Varsın başka bir isim versinler...
Vallahi hiçbir önemi yok!
Biz yeter ki “Şehirde yaşayanlar olarak bizler stadyuma Atatürk ismini verdik. Sizin koyacağınız ismi ne söyleriz ne de anarız. Atatürk haricinde vereceğiniz herhangi bir ismin, bizim nazarımızda hiçbir kıymeti yok.
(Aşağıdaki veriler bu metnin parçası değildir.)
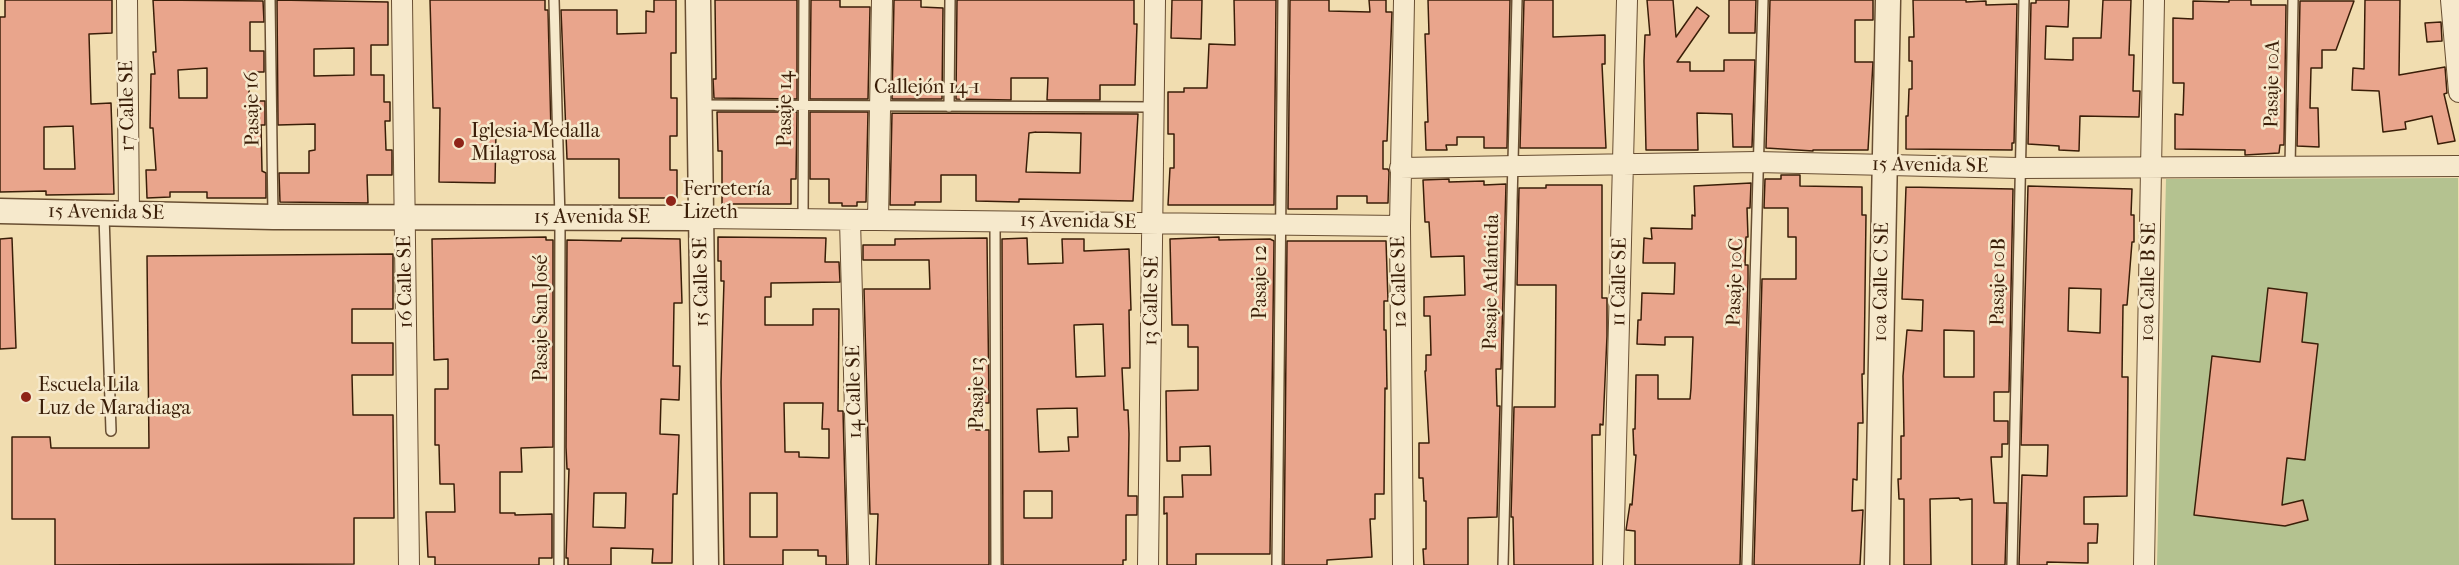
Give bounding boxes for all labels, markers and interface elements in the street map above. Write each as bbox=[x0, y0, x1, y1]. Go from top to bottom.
street label: Pasaje 10A bbox=[2260, 40, 2286, 128]
street label: 17 Calle SE bbox=[115, 60, 141, 152]
street label: Pasaje 16 bbox=[240, 71, 266, 147]
street label: Pasaje 14 bbox=[774, 71, 798, 147]
street label: Callejón 14-1 bbox=[874, 76, 980, 100]
place label: Iglesia Medalla Milagrosa bbox=[471, 120, 600, 167]
marker: Iglesia Medalla Milagrosa bbox=[452, 136, 466, 150]
street label: 15 Avenida SE bbox=[1872, 153, 1988, 179]
place label: Ferretería Lizeth bbox=[683, 178, 771, 225]
marker: Ferretería Lizeth bbox=[664, 194, 678, 208]
street label: 15 Avenida SE bbox=[48, 200, 164, 226]
street label: 15 Avenida SE bbox=[534, 206, 650, 230]
street label: 15 Avenida SE bbox=[1020, 209, 1136, 235]
street label: Pasaje Atlántida bbox=[1479, 214, 1505, 350]
street label: 10a Calle C SE bbox=[1869, 222, 1895, 342]
street label: 10a Calle B SE bbox=[2136, 222, 2162, 342]
street label: 16 Calle SE bbox=[393, 236, 419, 328]
street label: 12 Calle SE bbox=[1387, 236, 1413, 328]
street label: 15 Calle SE bbox=[689, 237, 715, 327]
street label: 11 Calle SE bbox=[1607, 237, 1633, 327]
street label: Pasaje 10C bbox=[1722, 237, 1750, 327]
street label: Pasaje 10B bbox=[1986, 238, 2012, 326]
street label: Pasaje 12 bbox=[1249, 245, 1273, 319]
street label: Pasaje San José bbox=[530, 254, 554, 382]
street label: 13 Calle SE bbox=[1139, 256, 1165, 346]
street label: 14 Calle SE bbox=[842, 345, 868, 439]
street label: Pasaje 13 bbox=[966, 357, 990, 429]
place label: Escuela Lila Luz de Maradiaga bbox=[38, 374, 191, 421]
marker: Escuela Lila Luz de Maradiaga bbox=[19, 390, 33, 404]

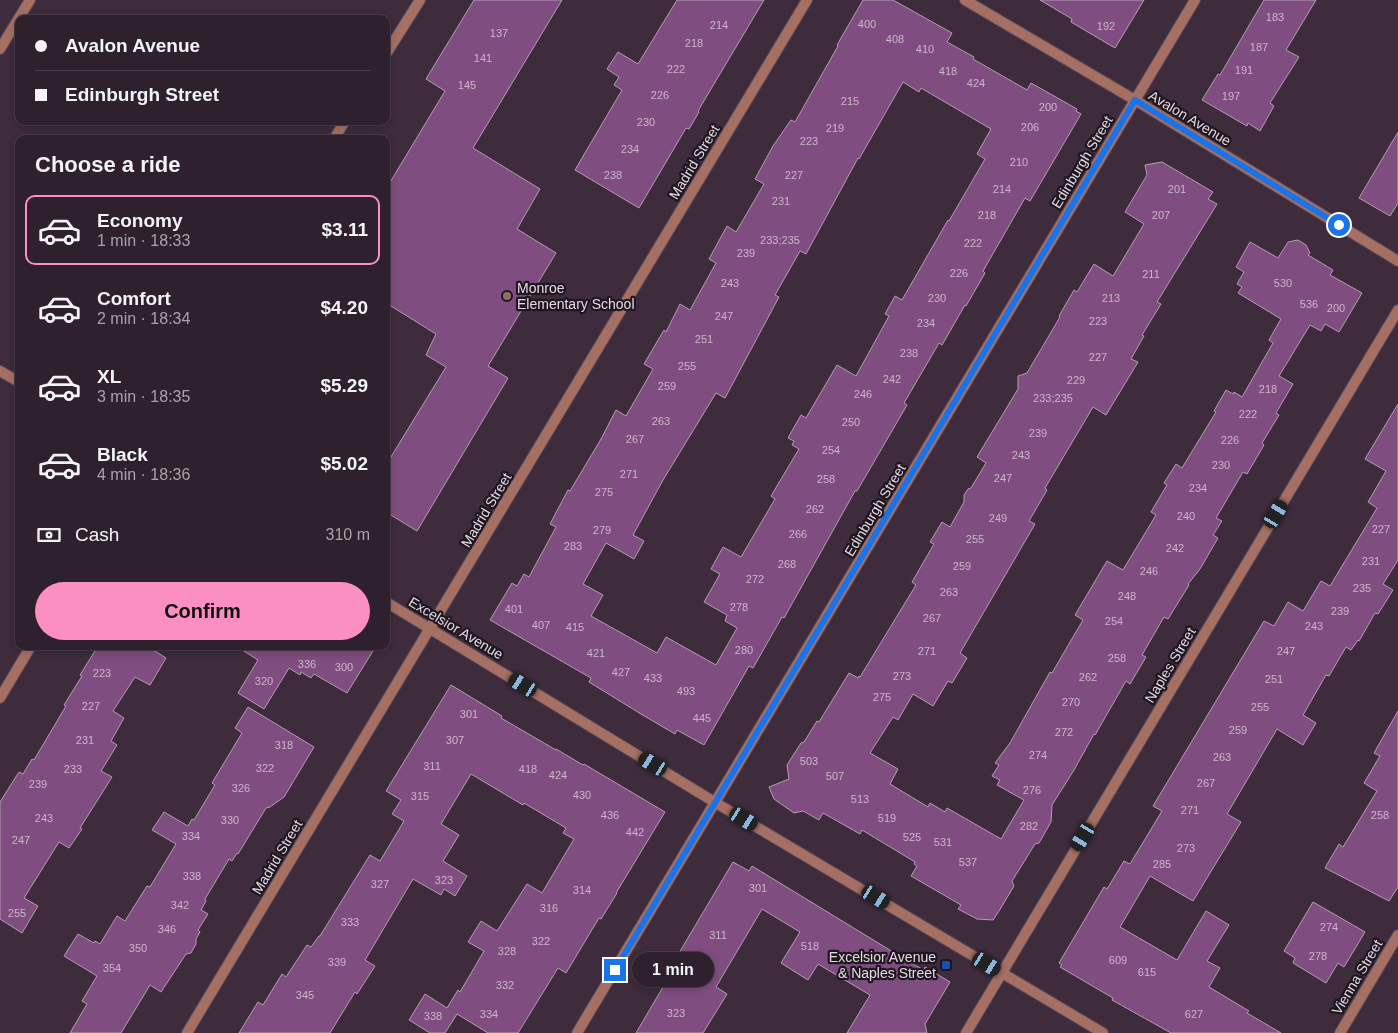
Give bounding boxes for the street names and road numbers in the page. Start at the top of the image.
street label: Avalon Avenue [1146,87,1234,149]
street label: Edinburgh Street [1048,113,1116,211]
street label: Madrid Street [665,122,723,202]
street label: Edinburgh Street [841,461,909,559]
street label: Madrid Street [457,470,515,550]
street label: Excelsior Avenue [406,594,506,663]
street label: Naples Street [1141,624,1199,705]
street label: Madrid Street [248,817,306,897]
street label: Vienna Street [1328,937,1386,1017]

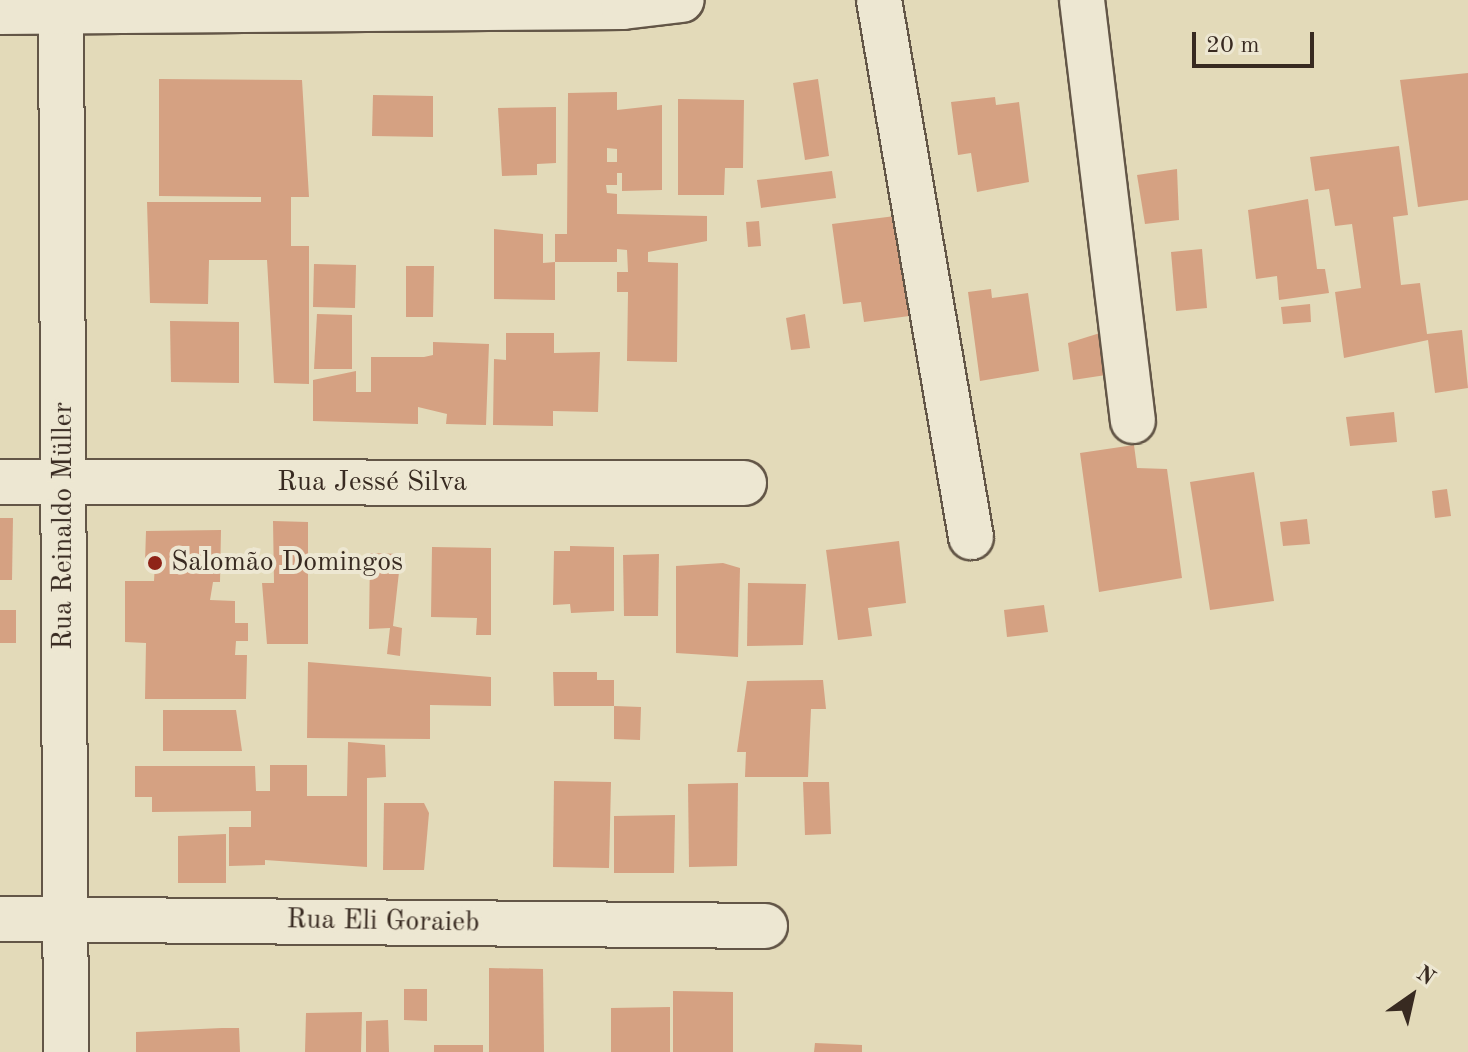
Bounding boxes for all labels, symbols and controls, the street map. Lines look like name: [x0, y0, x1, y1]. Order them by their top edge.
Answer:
scale bar: [1196, 16, 1318, 66]
text: 20 m: [1206, 34, 1260, 58]
street label: Rua Reinaldo Müller: [47, 402, 81, 650]
street label: Rua Jessé Silva: [277, 466, 467, 500]
place label: Salomão Domingos: [171, 546, 403, 580]
marker: Salomão Domingos: [146, 554, 164, 572]
street label: Rua Eli Goraieb: [286, 904, 480, 940]
north arrow: [1372, 956, 1452, 1036]
text: N: [1412, 962, 1439, 990]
Eskişehir'in stadyumu bizim için Atatürk stadyumudur. ” diyelim...
Diyelim ki; bu şehirde, şehrin istemediği hiçbir şeyin yine bu şehirde hiçbir karşılığı olmayacağını göstermiş olalım...

,,,,,,,,,,,,,,,,,,,,,,,,,,,,,,,,,,,,,,,,,,,,,,,,,,,,,,,,,,,,,,,,

Stadyum-2
,,,,,,,,,,,,,,,,,,,,,,,,,,,,,,,,,,,,,,,,,,,,,,,,,,,,,,,,,,,,,,,,,,

UMARIM İLERDE BU YAZIYI ARŞİVDEN ÇIKARTACAĞIMIZ GÜNLERİ YAŞAMAYIZ!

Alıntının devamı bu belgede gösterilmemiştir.